Las pérdidas urinarias no son un problema exclusivo de las mujeres: millones de hombres en todo el mundo también las padecen.

¿Qué riesgos existen?

Los factores de riesgo de incontinencia masculina son bien conocidos. Se distinguen principalmente los problemas prostáticos (más del 40% de los casos), los problemas cognitivos (20%), las enfermedades neurológicas (15%) y las intervenciones quirúrgicas de las vías urinarias. Finalmente, se sabe que la edad juega un papel desencadenante importante. Dado que es posible curar el problema en la mayoría de los casos, es muy importante que los hombres acudan al médico.

Diferentes tipos de incontinencia y sus causas

  • La incontinencia por insuficiencia del esfínter. Está relacionada con un esfuerzo y es la que suele provocar la cirugía prostática, que puede dañar los tejidos. En la mayoría de los casos la incontinencia es transitoria y una rehabilitación apropiada durante unas 15 sesiones basta para solucionar el problema. Menos de un 1% de los pacientes siente molestias después; en esos casos suele recurrirse al implante de un esfínter artificial.
  • La incontinencia por imperiosidad. Responde a una inestabilidad de la vejiga, es decir, la vejiga se contrae en el momento equivocado y provoca una necesidad imperiosa de orinar. Este tipo de incontinencia suele estar vinculada con una hipertrofia de la próstata y es ése el problema que hay que tratar para remediar la incontinencia.
  • La incontinencia posmiccional. Es mucho más frecuente en las personas mayores, pero, aun así, afecta a uno de cada tres hombres antes de los 40 años y a un 50% de los varones de más de 60. La solución suele ser la rehabilitación.

Los tratamientos

Cuando la rehabilitación no es suficiente, la incontinencia de esfuerzo se trata con un esfínter artificial, que reemplaza al natural. Es una operación dura que sólo debe considerarse cuando las otras alternativas no hayan funcionado.

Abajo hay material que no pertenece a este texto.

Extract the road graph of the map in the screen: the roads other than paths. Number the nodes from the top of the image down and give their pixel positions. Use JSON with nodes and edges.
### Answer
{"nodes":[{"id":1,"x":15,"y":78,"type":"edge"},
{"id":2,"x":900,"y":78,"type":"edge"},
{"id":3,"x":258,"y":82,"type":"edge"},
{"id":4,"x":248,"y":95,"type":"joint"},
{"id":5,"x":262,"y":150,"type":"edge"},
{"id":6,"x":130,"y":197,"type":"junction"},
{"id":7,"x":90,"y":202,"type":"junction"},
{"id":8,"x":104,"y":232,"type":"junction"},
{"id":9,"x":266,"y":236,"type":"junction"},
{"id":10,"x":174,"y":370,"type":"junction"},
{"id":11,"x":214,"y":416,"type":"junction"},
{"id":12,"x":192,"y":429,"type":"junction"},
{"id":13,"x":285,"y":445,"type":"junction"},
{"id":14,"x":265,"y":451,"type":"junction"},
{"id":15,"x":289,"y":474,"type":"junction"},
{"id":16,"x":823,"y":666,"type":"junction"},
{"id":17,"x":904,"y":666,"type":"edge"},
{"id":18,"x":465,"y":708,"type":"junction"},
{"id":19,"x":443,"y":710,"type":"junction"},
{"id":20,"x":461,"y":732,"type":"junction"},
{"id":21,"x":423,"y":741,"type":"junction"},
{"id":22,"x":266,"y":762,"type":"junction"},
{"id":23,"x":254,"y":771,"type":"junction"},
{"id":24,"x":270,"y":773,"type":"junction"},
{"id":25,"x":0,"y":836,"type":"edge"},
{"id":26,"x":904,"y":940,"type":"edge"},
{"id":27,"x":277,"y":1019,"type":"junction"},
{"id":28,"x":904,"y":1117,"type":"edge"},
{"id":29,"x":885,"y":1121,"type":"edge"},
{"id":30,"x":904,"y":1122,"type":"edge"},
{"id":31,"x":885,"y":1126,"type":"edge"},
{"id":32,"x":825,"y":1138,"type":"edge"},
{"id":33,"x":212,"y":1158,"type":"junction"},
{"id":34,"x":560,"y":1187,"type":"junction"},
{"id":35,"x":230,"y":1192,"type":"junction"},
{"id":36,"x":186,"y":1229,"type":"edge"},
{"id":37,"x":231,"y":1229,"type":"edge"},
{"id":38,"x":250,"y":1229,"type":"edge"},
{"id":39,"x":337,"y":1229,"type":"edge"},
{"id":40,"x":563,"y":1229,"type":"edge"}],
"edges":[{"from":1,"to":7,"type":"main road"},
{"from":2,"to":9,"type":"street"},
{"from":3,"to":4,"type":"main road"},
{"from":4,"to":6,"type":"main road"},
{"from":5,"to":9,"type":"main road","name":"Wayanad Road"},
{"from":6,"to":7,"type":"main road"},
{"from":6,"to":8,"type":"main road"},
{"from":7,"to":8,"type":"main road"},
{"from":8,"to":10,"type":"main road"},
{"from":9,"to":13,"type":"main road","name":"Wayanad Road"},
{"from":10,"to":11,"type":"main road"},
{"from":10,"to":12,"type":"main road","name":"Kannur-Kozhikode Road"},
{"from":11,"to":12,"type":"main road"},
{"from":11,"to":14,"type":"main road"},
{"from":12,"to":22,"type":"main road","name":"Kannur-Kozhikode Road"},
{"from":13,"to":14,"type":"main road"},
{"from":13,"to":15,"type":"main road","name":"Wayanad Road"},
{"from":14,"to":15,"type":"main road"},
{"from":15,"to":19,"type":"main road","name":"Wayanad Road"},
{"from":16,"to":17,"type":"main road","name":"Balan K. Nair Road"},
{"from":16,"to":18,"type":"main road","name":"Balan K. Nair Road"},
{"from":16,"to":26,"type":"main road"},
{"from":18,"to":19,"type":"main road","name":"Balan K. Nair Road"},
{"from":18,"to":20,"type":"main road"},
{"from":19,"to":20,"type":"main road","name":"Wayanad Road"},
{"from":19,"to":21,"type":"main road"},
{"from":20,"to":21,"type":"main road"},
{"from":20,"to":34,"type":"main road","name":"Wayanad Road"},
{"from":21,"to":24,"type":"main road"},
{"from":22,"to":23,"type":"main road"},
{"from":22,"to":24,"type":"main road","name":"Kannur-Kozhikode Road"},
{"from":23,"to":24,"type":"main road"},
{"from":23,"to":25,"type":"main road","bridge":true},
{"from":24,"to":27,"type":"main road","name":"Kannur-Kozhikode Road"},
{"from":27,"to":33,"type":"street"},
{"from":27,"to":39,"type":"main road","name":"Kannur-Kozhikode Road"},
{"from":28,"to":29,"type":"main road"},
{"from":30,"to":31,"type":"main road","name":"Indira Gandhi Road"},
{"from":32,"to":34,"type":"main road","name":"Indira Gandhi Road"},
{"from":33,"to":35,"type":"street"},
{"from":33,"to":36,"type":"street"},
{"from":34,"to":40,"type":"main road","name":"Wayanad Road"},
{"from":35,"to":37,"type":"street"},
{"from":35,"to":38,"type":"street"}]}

En los casos de incontinencia por imperiosidad, el tratamiento debe ser precoz. Si la prevención ha fracasado, se recurrirá, en primer lugar, al biofeedback, cuya técnica consiste en la rehabilitación del esfínter (se aprende a contraer los músculos correctos para recuperar la capacidad vesical). En segundo lugar, y únicamente si el médico estima que las probabilidades de recuperación son altas, se recurre a la cirugía. Hay que tener en cuenta que la respuesta de alguien de 50 no es la misma que la de alguien de 70. Entre las técnicas más innovadoras figuran la neuromodulación o el agrandamiento vesical.

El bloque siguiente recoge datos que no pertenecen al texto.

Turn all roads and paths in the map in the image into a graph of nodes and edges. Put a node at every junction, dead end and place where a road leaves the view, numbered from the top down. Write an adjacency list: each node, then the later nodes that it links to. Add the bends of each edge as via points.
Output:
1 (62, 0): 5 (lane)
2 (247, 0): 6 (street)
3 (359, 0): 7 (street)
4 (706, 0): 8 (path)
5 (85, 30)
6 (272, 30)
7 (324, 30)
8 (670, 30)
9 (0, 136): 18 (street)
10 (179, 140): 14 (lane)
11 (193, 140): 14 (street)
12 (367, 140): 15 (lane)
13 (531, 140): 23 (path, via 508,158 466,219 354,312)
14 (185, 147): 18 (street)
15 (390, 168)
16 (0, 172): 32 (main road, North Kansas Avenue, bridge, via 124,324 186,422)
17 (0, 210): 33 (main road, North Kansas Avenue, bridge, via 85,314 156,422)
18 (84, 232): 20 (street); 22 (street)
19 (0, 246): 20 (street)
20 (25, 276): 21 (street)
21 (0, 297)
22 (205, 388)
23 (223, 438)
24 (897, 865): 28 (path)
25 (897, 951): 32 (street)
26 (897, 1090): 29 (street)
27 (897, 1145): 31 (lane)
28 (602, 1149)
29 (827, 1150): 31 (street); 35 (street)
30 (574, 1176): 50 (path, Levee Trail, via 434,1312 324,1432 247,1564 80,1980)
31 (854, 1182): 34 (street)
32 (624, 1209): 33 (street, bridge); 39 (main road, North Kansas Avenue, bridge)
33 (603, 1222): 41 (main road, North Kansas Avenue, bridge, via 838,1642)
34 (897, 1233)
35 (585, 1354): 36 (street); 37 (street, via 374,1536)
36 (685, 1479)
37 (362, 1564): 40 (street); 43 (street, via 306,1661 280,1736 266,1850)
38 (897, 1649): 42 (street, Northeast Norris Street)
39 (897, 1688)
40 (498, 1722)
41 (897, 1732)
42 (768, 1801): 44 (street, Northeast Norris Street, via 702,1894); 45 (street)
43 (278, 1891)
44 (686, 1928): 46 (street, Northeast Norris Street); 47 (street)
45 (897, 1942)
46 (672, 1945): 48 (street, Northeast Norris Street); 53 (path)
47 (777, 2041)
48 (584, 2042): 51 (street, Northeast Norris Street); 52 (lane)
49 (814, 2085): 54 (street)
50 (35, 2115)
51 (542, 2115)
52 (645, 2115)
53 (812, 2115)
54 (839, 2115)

La incontinencia posmiccional sólo se trata por medio de la rehabilitación, que suele ofrecer resultados satisfactorios. Cuando no se logran puede recurrirse a técnicas paliativas, como las fundas de goma para el pene, el orinal portátil o las protecciones absorbentes para hombres, adaptadas a la anatomía masculina. Éstas se venden en farmacias y en grandes superficies. En cualquier caso, lo primero y principal es hablar con el médico, quien podrá tratar al paciente de manera eficaz o, en todo caso, derivarle a un especialista.